Exercise description: The records sit below. Return every line in them that holds the word "where".

Data to process:
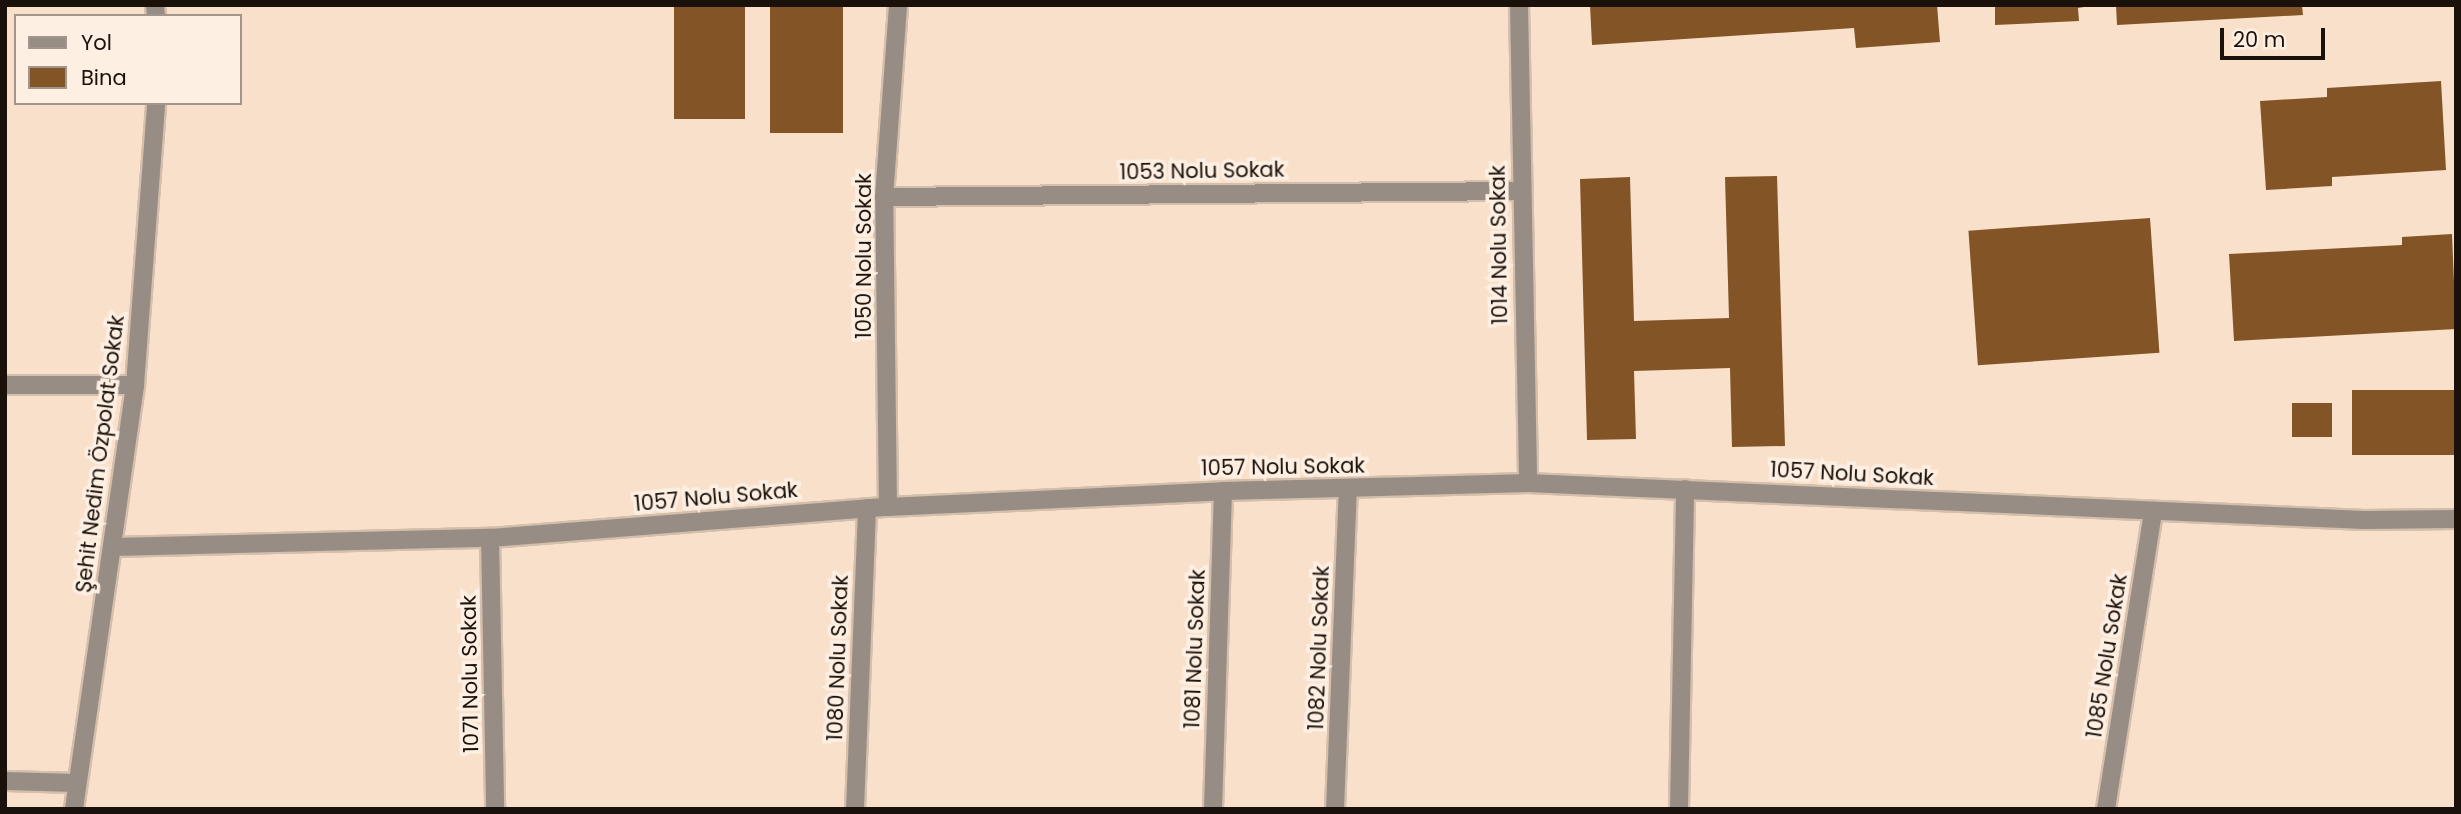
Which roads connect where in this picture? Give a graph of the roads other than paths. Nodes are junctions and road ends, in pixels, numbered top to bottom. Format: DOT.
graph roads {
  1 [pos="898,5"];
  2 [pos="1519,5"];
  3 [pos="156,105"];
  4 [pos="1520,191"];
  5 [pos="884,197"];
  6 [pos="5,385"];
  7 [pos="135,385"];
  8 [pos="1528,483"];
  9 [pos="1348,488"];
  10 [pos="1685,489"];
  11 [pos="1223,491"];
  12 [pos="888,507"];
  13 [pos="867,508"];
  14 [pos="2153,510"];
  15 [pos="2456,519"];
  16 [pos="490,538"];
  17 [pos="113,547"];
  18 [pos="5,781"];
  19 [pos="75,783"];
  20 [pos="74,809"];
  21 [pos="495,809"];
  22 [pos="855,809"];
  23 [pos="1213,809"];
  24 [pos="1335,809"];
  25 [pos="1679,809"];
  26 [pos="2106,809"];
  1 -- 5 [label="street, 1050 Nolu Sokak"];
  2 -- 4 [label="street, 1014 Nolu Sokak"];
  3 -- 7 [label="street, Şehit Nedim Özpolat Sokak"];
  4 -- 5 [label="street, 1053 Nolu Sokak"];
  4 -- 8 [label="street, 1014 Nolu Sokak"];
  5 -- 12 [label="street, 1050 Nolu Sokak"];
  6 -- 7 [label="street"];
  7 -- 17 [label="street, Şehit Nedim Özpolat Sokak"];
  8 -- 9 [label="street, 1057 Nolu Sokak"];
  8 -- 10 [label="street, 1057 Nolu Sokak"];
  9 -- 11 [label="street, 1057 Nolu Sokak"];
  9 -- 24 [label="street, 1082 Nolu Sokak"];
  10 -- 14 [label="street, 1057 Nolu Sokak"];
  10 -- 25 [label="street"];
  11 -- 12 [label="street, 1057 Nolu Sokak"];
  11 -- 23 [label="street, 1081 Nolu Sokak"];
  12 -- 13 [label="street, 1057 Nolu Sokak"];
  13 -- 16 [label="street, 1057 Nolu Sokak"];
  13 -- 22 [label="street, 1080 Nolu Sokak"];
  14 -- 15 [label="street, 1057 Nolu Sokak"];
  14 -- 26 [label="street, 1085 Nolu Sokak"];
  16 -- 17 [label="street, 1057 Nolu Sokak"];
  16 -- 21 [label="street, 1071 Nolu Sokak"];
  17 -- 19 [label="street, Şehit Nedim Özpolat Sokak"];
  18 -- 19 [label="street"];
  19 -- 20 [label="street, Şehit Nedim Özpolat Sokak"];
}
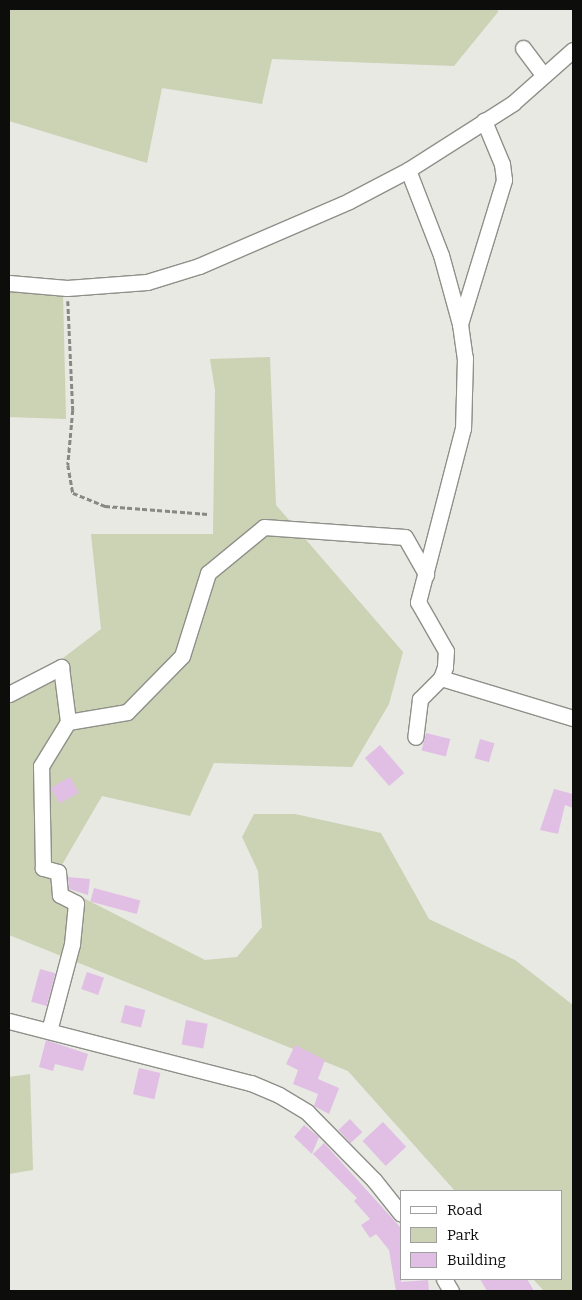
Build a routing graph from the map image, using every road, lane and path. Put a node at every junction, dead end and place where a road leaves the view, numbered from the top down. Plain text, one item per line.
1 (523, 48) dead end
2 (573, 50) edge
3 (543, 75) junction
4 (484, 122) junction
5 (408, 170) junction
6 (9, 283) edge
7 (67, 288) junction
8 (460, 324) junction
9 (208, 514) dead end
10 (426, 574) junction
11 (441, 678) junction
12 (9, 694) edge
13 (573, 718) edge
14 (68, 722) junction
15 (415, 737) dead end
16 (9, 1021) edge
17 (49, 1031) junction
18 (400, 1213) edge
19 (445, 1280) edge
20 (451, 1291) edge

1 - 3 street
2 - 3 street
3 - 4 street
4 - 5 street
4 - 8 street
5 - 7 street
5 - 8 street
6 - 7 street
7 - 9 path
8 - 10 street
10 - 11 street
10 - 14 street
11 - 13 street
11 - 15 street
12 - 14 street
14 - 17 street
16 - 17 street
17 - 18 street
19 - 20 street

Output of the exercise:
Which roads connect where in this picture? Give a graph of the roads other than paths. Nodes are junctions and road ends, in pixels, numbered top to bottom. Format: DOT.
Build a routing graph from the map image, using every road, lane and path. Put a node at every junction, dead end and place where a road leaves the view, numbered from the top down. Plain text, one item per line.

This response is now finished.